It is not a good practice to write function calls for computing values inside the templates.
Angular will run your function in each of it's change detection cycle (which is quite frequent) and if the function is a complex one, this will impose a serious effect on the performance.
Bad:
<tr *ngFor="let user of users">
{{ someFunction(user)}}
</tr>
Good:
Creating a property in the ts file and setting the value to it once.
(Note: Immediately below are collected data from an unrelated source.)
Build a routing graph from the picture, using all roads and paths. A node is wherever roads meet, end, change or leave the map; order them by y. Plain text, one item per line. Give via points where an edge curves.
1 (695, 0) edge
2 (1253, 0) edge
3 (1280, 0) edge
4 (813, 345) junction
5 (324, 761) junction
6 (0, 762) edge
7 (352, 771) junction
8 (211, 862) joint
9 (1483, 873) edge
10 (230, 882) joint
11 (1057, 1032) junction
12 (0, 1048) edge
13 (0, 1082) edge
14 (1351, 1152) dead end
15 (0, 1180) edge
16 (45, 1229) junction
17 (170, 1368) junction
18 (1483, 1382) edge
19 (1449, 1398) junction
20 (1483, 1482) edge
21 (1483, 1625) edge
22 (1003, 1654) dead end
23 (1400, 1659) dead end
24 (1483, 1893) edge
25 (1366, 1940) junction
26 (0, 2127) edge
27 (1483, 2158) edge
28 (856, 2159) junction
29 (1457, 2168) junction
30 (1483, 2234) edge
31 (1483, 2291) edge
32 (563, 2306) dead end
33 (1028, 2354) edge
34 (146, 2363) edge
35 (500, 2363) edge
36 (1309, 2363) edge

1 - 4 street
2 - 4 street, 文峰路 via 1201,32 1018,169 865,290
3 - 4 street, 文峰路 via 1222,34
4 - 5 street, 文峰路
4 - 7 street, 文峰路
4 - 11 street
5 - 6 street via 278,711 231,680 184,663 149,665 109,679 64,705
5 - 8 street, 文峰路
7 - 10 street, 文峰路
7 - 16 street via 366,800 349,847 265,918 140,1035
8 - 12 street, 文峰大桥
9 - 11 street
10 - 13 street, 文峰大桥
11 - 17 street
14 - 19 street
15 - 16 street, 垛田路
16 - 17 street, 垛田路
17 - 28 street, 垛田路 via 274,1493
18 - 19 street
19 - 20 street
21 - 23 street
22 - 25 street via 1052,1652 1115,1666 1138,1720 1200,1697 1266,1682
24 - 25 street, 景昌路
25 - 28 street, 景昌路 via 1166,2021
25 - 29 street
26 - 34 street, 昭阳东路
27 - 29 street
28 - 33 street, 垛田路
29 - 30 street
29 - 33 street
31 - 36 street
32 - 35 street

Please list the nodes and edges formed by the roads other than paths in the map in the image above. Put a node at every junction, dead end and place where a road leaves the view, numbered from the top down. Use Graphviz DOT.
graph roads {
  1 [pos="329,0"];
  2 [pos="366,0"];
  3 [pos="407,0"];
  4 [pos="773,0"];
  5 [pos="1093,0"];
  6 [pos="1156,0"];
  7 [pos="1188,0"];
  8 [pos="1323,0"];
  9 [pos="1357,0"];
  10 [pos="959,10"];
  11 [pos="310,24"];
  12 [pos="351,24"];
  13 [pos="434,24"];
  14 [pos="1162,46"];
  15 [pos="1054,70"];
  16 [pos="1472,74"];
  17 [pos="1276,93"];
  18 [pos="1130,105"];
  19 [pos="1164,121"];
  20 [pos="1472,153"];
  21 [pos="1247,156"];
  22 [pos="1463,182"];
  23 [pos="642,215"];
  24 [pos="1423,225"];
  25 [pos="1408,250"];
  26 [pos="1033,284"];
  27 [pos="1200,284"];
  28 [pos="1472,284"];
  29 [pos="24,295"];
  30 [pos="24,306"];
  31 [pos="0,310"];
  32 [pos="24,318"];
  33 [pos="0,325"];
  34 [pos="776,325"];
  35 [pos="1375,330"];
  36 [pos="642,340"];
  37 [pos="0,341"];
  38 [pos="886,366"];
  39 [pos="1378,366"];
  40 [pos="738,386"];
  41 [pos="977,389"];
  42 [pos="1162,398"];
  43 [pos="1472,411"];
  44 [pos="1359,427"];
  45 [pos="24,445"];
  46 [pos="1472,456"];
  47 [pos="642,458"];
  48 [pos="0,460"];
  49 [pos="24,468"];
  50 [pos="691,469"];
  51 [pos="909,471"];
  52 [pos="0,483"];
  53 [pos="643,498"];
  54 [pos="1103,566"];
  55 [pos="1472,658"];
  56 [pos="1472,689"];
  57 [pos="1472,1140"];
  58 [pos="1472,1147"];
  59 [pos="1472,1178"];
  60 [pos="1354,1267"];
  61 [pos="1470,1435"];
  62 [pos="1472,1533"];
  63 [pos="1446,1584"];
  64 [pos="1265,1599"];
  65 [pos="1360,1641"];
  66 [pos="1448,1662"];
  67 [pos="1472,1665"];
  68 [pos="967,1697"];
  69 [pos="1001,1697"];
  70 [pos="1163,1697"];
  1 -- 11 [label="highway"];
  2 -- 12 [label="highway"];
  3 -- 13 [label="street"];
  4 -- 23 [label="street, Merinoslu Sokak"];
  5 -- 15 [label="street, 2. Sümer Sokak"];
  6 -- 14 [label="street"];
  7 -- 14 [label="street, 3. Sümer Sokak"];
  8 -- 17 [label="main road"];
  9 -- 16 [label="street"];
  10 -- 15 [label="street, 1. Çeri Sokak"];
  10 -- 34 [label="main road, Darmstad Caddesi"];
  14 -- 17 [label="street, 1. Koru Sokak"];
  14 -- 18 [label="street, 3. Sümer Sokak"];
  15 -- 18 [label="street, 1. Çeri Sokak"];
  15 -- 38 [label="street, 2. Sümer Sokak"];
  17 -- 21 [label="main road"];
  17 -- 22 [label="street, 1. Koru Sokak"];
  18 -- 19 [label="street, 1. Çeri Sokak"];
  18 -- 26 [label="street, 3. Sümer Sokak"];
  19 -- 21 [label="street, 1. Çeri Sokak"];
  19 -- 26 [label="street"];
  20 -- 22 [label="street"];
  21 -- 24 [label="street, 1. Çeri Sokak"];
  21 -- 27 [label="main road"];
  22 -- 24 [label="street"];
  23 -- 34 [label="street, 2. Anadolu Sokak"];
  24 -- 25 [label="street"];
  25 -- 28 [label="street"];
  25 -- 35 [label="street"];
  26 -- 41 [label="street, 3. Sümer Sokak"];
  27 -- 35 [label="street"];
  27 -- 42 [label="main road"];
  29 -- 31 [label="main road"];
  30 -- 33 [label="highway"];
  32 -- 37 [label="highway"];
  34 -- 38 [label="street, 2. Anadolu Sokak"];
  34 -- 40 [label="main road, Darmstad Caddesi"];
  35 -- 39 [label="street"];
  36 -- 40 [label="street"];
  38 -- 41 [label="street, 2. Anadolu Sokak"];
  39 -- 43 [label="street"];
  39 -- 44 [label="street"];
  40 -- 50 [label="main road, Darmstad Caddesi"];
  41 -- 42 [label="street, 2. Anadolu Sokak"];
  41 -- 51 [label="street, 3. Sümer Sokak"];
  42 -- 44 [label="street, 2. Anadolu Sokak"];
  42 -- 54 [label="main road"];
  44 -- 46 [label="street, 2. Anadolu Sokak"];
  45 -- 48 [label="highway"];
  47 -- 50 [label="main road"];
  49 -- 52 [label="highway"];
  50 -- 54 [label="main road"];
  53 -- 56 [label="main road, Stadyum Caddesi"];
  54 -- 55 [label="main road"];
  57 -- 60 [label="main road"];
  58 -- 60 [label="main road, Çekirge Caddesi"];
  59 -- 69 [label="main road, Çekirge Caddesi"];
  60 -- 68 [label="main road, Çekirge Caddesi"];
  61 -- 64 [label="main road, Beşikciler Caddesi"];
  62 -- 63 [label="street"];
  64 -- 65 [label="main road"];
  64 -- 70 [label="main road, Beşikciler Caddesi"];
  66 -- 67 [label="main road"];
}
this.users = this.users.map(user => ({ ...users, firstname: someFunction(user) });
Better:
Angular Pipes - A pure pipe is a pipe that will always return the same output for an input. Angular executes a pure pipe only when it detects a pure change to the input value because it already knows that the pipe will return the same value for the same input.
@Pipe({
name: 'examplepipe',
pure: true
})
export class ExamplePipe implements PipeTransform {
transform(value: any, args?: any): any {
// code here
}
}
Top comments (3)
This is a good implementation of the function calls in the templates but it depends upon the need of the function calls in the angular templates for example let's say that you are trying to calculate the total price for the items in the bucket so what you will do is to call the function in order to get the total price whenever the product is removed or added into the basket. So, it all depends upon the need and use case of the coding. But again as far as possible we should try not to use the function calls on the template.
I guess the tradeoffs of calling component’s methods in templates are mitigated if you use on-push change detection strategy inside simple purely presentational components, right?
You have a point, that's right. thanks!, i will create a new topic for that (onPush).